**About this task**
Transcribe every entry word for word, but skip the images.

**Information provided**
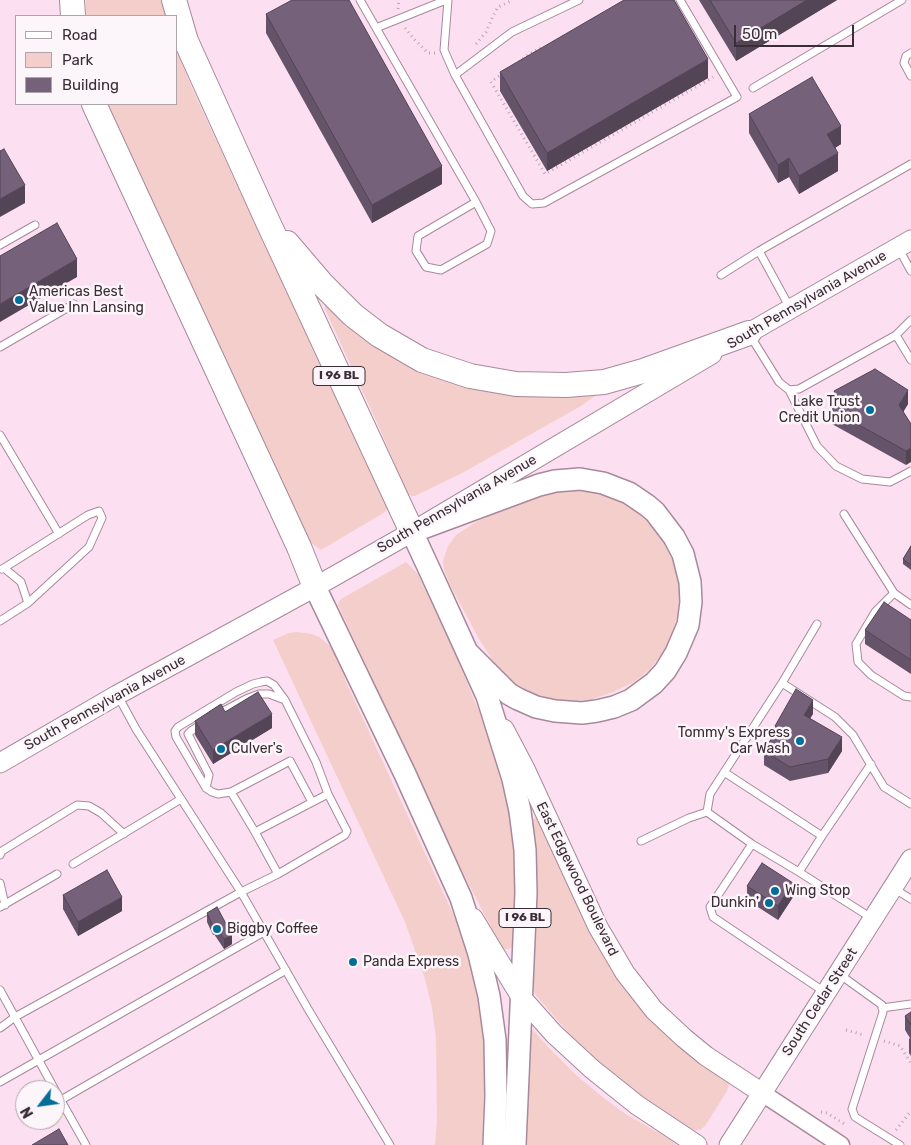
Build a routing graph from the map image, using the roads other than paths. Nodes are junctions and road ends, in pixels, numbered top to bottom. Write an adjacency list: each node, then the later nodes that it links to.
1 (72, 0): 8 (highway)
2 (174, 0): 17 (highway, I 96 BL)
3 (360, 0): 9 (lane)
4 (447, 0): 9 (lane); 11 (lane)
5 (579, 0): 11 (lane)
6 (680, 0): 11 (lane)
7 (902, 0): 13 (lane)
8 (74, 15)
9 (376, 28): 16 (lane)
10 (911, 53): 12 (lane)
11 (455, 76)
12 (911, 76)
13 (753, 88)
14 (94, 105): 38 (highway)
15 (911, 164): 21 (lane)
16 (476, 202): 16 (lane)
17 (267, 220): 27 (highway); 35 (highway, I 96 BL)
18 (35, 225): 20 (lane)
19 (904, 244): 22 (lane); 25 (main road, South Pennsylvania Avenue)
20 (0, 245)
21 (758, 252): 23 (lane); 25 (lane)
22 (911, 270)
23 (721, 275)
24 (74, 304): 29 (lane)
25 (791, 309): 27 (main road, South Pennsylvania Avenue)
26 (911, 320): 28 (lane)
27 (749, 333): 31 (lane); 35 (main road, South Pennsylvania Avenue)
28 (896, 335): 30 (lane); 31 (lane)
29 (0, 347)
30 (911, 360)
31 (789, 390): 33 (lane)
32 (0, 434): 36 (lane)
33 (911, 471)
34 (844, 514): 39 (lane)
35 (412, 532): 38 (main road, South Pennsylvania Avenue); 44 (main road, I 96 BL); 44 (main road)
36 (58, 534): 37 (lane); 40 (lane)
37 (2, 569): 40 (lane)
38 (315, 587): 46 (main road, South Pennsylvania Avenue); 74 (main road)
39 (894, 593): 41 (lane); 48 (lane)
40 (28, 604): 42 (lane)
41 (911, 605)
42 (0, 621)
43 (817, 624): 45 (lane)
44 (467, 652): 47 (main road, I 96 BL)
45 (782, 683): 51 (lane); 52 (lane)
46 (117, 694): 50 (main road, South Pennsylvania Avenue); 56 (lane)
47 (487, 696): 83 (main road, I 96 BL); 91 (main road, East Edgewood Boulevard)
48 (911, 697)
49 (285, 700): 53 (lane); 53 (lane); 55 (lane)
50 (0, 762)
51 (870, 764): 58 (lane); 62 (lane)
52 (724, 772): 59 (lane); 62 (lane)
53 (206, 788): 54 (lane)
54 (232, 792): 57 (lane); 60 (lane)
55 (328, 794): 57 (lane); 70 (lane)
56 (181, 800): 61 (lane); 73 (lane)
57 (312, 802): 60 (lane)
58 (911, 804)
59 (707, 812): 63 (lane); 64 (lane)
60 (255, 832): 70 (lane)
61 (124, 834): 65 (lane); 67 (lane)
62 (822, 836): 68 (lane)
63 (641, 841)
64 (752, 844): 68 (lane); 82 (lane)
65 (0, 854)
66 (911, 859): 72 (main road, South Cedar Street)
67 (73, 864)
68 (799, 872): 77 (lane)
69 (58, 874): 76 (lane)
70 (278, 874): 73 (lane)
71 (0, 883): 76 (lane)
72 (893, 887): 75 (lane); 77 (main road, South Cedar Street)
73 (241, 892): 78 (lane); 86 (lane)
74 (461, 898): 83 (main road); 96 (main road)
75 (911, 899)
76 (2, 906)
77 (873, 919): 80 (main road, South Cedar Street)
78 (264, 932): 79 (lane); 88 (lane)
79 (286, 970): 92 (lane); 95 (lane)
80 (838, 973): 82 (main road, South Cedar Street); 85 (lane)
81 (0, 990): 86 (lane)
82 (826, 993): 91 (main road, South Cedar Street)
83 (521, 997): 97 (main road, I 96 BL); 98 (main road)
84 (911, 1004): 85 (lane)
85 (882, 1008): 101 (lane)
86 (15, 1017): 87 (lane); 88 (lane)
87 (0, 1028)
88 (38, 1060): 89 (lane); 90 (lane)
89 (49, 1080)
90 (0, 1082)
91 (762, 1093): 99 (main road, South Cedar Street); 100 (street, East Edgewood Boulevard)
92 (65, 1097)
93 (65, 1109): 94 (lane)
94 (86, 1145)
95 (390, 1145)
96 (494, 1145)
97 (515, 1145)
98 (697, 1145)
99 (728, 1145)
100 (841, 1145)
101 (900, 1145)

**Task response**
Build a routing graph from the map image, using the roads other than paths. Nodes are junctions and road ends, in pixels, numbered top to bottom. Write an adjacency list: each node, then the later nodes that it links to.
1 (72, 0): 8 (highway)
2 (174, 0): 17 (highway, I 96 BL)
3 (360, 0): 9 (lane)
4 (447, 0): 9 (lane); 11 (lane)
5 (579, 0): 11 (lane)
6 (680, 0): 11 (lane)
7 (902, 0): 13 (lane)
8 (74, 15)
9 (376, 28): 16 (lane)
10 (911, 53): 12 (lane)
11 (455, 76)
12 (911, 76)
13 (753, 88)
14 (94, 105): 38 (highway)
15 (911, 164): 21 (lane)
16 (476, 202): 16 (lane)
17 (267, 220): 27 (highway); 35 (highway, I 96 BL)
18 (35, 225): 20 (lane)
19 (904, 244): 22 (lane); 25 (main road, South Pennsylvania Avenue)
20 (0, 245)
21 (758, 252): 23 (lane); 25 (lane)
22 (911, 270)
23 (721, 275)
24 (74, 304): 29 (lane)
25 (791, 309): 27 (main road, South Pennsylvania Avenue)
26 (911, 320): 28 (lane)
27 (749, 333): 31 (lane); 35 (main road, South Pennsylvania Avenue)
28 (896, 335): 30 (lane); 31 (lane)
29 (0, 347)
30 (911, 360)
31 (789, 390): 33 (lane)
32 (0, 434): 36 (lane)
33 (911, 471)
34 (844, 514): 39 (lane)
35 (412, 532): 38 (main road, South Pennsylvania Avenue); 44 (main road, I 96 BL); 44 (main road)
36 (58, 534): 37 (lane); 40 (lane)
37 (2, 569): 40 (lane)
38 (315, 587): 46 (main road, South Pennsylvania Avenue); 74 (main road)
39 (894, 593): 41 (lane); 48 (lane)
40 (28, 604): 42 (lane)
41 (911, 605)
42 (0, 621)
43 (817, 624): 45 (lane)
44 (467, 652): 47 (main road, I 96 BL)
45 (782, 683): 51 (lane); 52 (lane)
46 (117, 694): 50 (main road, South Pennsylvania Avenue); 56 (lane)
47 (487, 696): 83 (main road, I 96 BL); 91 (main road, East Edgewood Boulevard)
48 (911, 697)
49 (285, 700): 53 (lane); 53 (lane); 55 (lane)
50 (0, 762)
51 (870, 764): 58 (lane); 62 (lane)
52 (724, 772): 59 (lane); 62 (lane)
53 (206, 788): 54 (lane)
54 (232, 792): 57 (lane); 60 (lane)
55 (328, 794): 57 (lane); 70 (lane)
56 (181, 800): 61 (lane); 73 (lane)
57 (312, 802): 60 (lane)
58 (911, 804)
59 (707, 812): 63 (lane); 64 (lane)
60 (255, 832): 70 (lane)
61 (124, 834): 65 (lane); 67 (lane)
62 (822, 836): 68 (lane)
63 (641, 841)
64 (752, 844): 68 (lane); 82 (lane)
65 (0, 854)
66 (911, 859): 72 (main road, South Cedar Street)
67 (73, 864)
68 (799, 872): 77 (lane)
69 (58, 874): 76 (lane)
70 (278, 874): 73 (lane)
71 (0, 883): 76 (lane)
72 (893, 887): 75 (lane); 77 (main road, South Cedar Street)
73 (241, 892): 78 (lane); 86 (lane)
74 (461, 898): 83 (main road); 96 (main road)
75 (911, 899)
76 (2, 906)
77 (873, 919): 80 (main road, South Cedar Street)
78 (264, 932): 79 (lane); 88 (lane)
79 (286, 970): 92 (lane); 95 (lane)
80 (838, 973): 82 (main road, South Cedar Street); 85 (lane)
81 (0, 990): 86 (lane)
82 (826, 993): 91 (main road, South Cedar Street)
83 (521, 997): 97 (main road, I 96 BL); 98 (main road)
84 (911, 1004): 85 (lane)
85 (882, 1008): 101 (lane)
86 (15, 1017): 87 (lane); 88 (lane)
87 (0, 1028)
88 (38, 1060): 89 (lane); 90 (lane)
89 (49, 1080)
90 (0, 1082)
91 (762, 1093): 99 (main road, South Cedar Street); 100 (street, East Edgewood Boulevard)
92 (65, 1097)
93 (65, 1109): 94 (lane)
94 (86, 1145)
95 (390, 1145)
96 (494, 1145)
97 (515, 1145)
98 (697, 1145)
99 (728, 1145)
100 (841, 1145)
101 (900, 1145)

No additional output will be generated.